What is needed: Read the records below and copy each line that contains "Richmond".

Records provided:
----------------------------------------

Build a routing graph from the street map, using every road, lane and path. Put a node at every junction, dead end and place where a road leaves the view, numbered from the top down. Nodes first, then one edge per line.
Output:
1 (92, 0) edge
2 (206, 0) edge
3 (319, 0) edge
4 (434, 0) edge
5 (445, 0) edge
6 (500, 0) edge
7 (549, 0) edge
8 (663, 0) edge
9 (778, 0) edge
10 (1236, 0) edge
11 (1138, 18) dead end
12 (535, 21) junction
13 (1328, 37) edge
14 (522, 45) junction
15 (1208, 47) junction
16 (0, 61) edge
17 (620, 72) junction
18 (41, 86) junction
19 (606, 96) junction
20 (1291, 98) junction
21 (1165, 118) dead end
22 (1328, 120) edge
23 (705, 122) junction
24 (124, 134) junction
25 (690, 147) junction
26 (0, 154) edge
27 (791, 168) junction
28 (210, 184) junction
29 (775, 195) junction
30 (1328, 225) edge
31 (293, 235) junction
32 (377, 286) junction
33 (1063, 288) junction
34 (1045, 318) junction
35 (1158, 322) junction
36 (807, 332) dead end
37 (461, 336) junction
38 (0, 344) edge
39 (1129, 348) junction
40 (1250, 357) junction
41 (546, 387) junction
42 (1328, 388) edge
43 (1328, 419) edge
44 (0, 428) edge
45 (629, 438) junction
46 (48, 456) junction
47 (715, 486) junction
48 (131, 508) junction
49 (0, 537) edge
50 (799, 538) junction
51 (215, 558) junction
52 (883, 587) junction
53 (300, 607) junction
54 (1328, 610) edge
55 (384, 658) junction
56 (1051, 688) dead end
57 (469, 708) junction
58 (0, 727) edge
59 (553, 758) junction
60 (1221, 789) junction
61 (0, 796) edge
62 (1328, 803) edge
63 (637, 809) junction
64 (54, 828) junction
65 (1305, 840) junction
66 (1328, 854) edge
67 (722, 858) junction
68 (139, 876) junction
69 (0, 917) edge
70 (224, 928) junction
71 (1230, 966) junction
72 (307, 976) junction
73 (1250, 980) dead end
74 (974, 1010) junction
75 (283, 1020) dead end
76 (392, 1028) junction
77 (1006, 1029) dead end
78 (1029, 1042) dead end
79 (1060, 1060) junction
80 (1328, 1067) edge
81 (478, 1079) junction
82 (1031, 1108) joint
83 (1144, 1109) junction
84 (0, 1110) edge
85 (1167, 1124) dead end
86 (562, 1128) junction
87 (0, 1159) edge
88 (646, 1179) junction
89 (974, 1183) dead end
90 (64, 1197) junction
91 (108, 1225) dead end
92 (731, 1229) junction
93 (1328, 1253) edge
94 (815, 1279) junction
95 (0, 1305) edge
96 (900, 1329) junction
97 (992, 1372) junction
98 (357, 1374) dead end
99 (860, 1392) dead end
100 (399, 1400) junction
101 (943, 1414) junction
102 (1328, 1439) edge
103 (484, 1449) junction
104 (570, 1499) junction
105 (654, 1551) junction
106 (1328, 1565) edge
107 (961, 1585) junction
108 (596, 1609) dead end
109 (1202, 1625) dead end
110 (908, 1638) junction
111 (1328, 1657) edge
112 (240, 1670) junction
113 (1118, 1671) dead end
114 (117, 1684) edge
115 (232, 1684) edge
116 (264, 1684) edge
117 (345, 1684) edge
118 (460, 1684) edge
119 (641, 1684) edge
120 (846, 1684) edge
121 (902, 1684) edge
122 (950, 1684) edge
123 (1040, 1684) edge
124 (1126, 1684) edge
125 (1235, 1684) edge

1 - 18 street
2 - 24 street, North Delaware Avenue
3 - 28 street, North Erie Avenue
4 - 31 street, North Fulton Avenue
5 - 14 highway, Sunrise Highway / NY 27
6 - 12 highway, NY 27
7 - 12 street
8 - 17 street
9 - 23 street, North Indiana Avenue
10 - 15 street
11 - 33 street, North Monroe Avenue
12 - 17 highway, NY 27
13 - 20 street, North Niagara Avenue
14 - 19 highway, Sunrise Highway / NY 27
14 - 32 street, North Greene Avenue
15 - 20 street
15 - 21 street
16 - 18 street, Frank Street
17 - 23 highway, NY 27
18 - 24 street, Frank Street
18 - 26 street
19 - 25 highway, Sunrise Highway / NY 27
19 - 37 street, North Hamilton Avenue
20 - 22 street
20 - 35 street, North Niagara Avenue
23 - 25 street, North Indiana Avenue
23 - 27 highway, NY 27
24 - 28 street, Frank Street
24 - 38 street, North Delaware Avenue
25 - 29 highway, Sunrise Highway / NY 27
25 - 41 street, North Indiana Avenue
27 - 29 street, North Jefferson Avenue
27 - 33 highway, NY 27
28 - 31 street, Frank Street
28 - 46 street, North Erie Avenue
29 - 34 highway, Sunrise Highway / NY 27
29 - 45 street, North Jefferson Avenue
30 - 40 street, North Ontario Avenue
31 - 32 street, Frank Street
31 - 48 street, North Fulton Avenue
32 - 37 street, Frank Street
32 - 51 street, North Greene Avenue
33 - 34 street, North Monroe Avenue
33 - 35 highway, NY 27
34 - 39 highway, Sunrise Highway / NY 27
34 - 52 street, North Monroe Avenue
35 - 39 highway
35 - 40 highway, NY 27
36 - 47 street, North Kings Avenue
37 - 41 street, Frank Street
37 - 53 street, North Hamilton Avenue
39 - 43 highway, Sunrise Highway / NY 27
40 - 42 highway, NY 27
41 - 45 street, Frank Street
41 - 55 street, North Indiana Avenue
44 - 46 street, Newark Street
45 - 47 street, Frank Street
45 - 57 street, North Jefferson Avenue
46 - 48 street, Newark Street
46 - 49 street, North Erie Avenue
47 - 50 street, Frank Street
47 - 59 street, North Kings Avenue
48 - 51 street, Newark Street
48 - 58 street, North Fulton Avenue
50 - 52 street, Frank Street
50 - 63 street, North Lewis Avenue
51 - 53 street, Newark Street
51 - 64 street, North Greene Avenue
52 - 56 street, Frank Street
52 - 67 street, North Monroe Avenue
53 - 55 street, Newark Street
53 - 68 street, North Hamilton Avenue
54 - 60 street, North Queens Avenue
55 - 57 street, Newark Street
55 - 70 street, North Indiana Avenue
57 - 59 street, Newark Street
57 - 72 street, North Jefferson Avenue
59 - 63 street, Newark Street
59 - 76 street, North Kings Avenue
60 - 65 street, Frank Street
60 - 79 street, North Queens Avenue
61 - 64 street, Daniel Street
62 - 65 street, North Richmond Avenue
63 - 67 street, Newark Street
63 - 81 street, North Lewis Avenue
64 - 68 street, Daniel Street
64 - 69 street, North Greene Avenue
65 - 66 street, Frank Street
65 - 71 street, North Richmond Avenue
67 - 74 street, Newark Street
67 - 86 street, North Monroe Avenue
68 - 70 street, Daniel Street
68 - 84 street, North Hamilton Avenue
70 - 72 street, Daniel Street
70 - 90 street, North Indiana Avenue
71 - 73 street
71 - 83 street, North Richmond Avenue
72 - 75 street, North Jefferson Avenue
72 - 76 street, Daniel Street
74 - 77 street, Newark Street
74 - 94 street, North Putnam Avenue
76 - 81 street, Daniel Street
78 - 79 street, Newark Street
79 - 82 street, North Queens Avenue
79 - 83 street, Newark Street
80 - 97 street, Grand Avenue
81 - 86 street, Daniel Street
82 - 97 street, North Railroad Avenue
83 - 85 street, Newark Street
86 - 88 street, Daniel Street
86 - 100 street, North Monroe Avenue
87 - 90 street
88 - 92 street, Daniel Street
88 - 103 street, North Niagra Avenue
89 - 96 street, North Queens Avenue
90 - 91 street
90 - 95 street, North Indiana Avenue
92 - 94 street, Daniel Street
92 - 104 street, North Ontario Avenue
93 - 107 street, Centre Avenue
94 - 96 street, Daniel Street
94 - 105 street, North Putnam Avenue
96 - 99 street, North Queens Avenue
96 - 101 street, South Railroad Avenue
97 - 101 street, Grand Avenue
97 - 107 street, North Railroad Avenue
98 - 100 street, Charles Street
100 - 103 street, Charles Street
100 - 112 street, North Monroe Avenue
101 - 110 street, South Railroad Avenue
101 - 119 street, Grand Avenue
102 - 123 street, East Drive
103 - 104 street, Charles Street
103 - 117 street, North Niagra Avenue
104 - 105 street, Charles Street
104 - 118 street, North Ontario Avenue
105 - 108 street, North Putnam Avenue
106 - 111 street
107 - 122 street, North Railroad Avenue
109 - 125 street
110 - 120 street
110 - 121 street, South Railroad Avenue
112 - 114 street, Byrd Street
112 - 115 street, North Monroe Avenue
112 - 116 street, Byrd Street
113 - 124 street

----------------------------------------

Result of this exercise:
62 - 65 street, North Richmond Avenue
65 - 71 street, North Richmond Avenue
71 - 83 street, North Richmond Avenue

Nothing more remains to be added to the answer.